***** Provided information *****

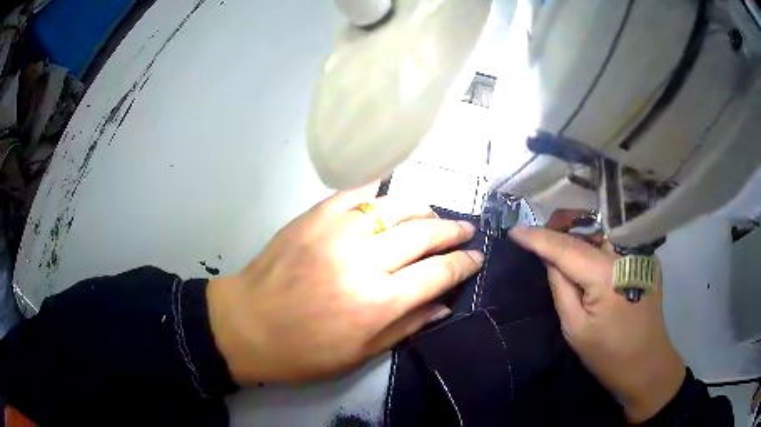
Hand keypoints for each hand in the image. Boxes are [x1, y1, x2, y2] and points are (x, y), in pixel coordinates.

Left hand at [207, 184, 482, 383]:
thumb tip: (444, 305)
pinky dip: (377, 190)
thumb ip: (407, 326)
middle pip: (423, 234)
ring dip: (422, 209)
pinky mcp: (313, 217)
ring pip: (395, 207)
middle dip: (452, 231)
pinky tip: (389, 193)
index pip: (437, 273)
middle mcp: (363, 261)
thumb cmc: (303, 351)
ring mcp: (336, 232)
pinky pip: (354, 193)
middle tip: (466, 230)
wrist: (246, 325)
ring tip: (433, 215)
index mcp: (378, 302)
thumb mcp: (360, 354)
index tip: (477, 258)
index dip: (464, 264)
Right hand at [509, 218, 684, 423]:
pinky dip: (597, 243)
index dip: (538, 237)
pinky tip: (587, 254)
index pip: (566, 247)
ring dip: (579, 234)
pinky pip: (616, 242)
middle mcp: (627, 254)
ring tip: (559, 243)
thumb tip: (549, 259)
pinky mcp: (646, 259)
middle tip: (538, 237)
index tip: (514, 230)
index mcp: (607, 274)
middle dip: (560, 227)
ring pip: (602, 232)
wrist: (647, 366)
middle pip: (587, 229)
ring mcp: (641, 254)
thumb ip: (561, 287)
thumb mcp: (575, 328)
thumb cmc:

*****

All lines of the entries containing the string "middle" must be shown in full.

*Exercise result*:
middle pip: (423, 234)
middle dip: (452, 231)
middle mcp: (363, 261)
middle tip: (466, 230)
middle mcp: (627, 254)
middle tip: (538, 237)
middle dip: (560, 227)
middle pip: (587, 229)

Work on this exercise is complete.